(Dataset records begins)

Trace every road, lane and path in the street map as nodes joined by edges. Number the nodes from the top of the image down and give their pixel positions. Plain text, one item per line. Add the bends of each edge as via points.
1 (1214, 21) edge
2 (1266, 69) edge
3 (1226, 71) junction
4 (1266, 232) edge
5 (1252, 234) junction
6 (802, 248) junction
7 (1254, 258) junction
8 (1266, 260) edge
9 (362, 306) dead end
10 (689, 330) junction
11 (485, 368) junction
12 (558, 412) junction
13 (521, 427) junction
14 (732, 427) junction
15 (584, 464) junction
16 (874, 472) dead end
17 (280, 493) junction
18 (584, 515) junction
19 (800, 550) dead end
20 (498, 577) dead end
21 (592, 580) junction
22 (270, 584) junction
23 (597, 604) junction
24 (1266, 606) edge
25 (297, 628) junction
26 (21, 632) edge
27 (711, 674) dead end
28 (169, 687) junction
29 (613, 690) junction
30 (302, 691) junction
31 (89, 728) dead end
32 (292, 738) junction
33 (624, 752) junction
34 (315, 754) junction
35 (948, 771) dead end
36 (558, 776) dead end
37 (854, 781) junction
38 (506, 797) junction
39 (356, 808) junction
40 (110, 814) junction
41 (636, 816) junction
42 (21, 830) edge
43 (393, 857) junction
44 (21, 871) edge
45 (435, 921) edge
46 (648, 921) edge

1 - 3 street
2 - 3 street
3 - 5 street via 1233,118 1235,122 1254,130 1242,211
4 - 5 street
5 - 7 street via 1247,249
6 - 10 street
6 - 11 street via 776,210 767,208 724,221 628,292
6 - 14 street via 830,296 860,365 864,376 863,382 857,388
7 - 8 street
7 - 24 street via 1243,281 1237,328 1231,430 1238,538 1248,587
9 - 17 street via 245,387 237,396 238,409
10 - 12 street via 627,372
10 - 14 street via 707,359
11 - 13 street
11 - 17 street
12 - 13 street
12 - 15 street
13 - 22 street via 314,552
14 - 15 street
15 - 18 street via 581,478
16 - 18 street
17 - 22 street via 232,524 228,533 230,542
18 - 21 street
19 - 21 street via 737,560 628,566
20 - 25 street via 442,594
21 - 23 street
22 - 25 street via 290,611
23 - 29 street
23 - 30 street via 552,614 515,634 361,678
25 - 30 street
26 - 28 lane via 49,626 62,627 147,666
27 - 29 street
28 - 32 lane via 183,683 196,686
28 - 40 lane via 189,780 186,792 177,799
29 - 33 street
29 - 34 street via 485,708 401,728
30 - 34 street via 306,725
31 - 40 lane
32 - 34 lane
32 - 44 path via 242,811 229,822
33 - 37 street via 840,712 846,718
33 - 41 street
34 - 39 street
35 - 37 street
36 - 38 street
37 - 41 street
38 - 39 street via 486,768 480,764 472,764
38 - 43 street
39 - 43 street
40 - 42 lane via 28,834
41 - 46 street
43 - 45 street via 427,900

(Dataset records ends)

Instructions to follow: Your answer must be the records above, repeated exactly.

Task result:
Trace every road, lane and path in the street map as nodes joined by edges. Number the nodes from the top of the image down and give their pixel positions. Plain text, one item per line. Add the bends of each edge as via points.
1 (1214, 21) edge
2 (1266, 69) edge
3 (1226, 71) junction
4 (1266, 232) edge
5 (1252, 234) junction
6 (802, 248) junction
7 (1254, 258) junction
8 (1266, 260) edge
9 (362, 306) dead end
10 (689, 330) junction
11 (485, 368) junction
12 (558, 412) junction
13 (521, 427) junction
14 (732, 427) junction
15 (584, 464) junction
16 (874, 472) dead end
17 (280, 493) junction
18 (584, 515) junction
19 (800, 550) dead end
20 (498, 577) dead end
21 (592, 580) junction
22 (270, 584) junction
23 (597, 604) junction
24 (1266, 606) edge
25 (297, 628) junction
26 (21, 632) edge
27 (711, 674) dead end
28 (169, 687) junction
29 (613, 690) junction
30 (302, 691) junction
31 (89, 728) dead end
32 (292, 738) junction
33 (624, 752) junction
34 (315, 754) junction
35 (948, 771) dead end
36 (558, 776) dead end
37 (854, 781) junction
38 (506, 797) junction
39 (356, 808) junction
40 (110, 814) junction
41 (636, 816) junction
42 (21, 830) edge
43 (393, 857) junction
44 (21, 871) edge
45 (435, 921) edge
46 (648, 921) edge

1 - 3 street
2 - 3 street
3 - 5 street via 1233,118 1235,122 1254,130 1242,211
4 - 5 street
5 - 7 street via 1247,249
6 - 10 street
6 - 11 street via 776,210 767,208 724,221 628,292
6 - 14 street via 830,296 860,365 864,376 863,382 857,388
7 - 8 street
7 - 24 street via 1243,281 1237,328 1231,430 1238,538 1248,587
9 - 17 street via 245,387 237,396 238,409
10 - 12 street via 627,372
10 - 14 street via 707,359
11 - 13 street
11 - 17 street
12 - 13 street
12 - 15 street
13 - 22 street via 314,552
14 - 15 street
15 - 18 street via 581,478
16 - 18 street
17 - 22 street via 232,524 228,533 230,542
18 - 21 street
19 - 21 street via 737,560 628,566
20 - 25 street via 442,594
21 - 23 street
22 - 25 street via 290,611
23 - 29 street
23 - 30 street via 552,614 515,634 361,678
25 - 30 street
26 - 28 lane via 49,626 62,627 147,666
27 - 29 street
28 - 32 lane via 183,683 196,686
28 - 40 lane via 189,780 186,792 177,799
29 - 33 street
29 - 34 street via 485,708 401,728
30 - 34 street via 306,725
31 - 40 lane
32 - 34 lane
32 - 44 path via 242,811 229,822
33 - 37 street via 840,712 846,718
33 - 41 street
34 - 39 street
35 - 37 street
36 - 38 street
37 - 41 street
38 - 39 street via 486,768 480,764 472,764
38 - 43 street
39 - 43 street
40 - 42 lane via 28,834
41 - 46 street
43 - 45 street via 427,900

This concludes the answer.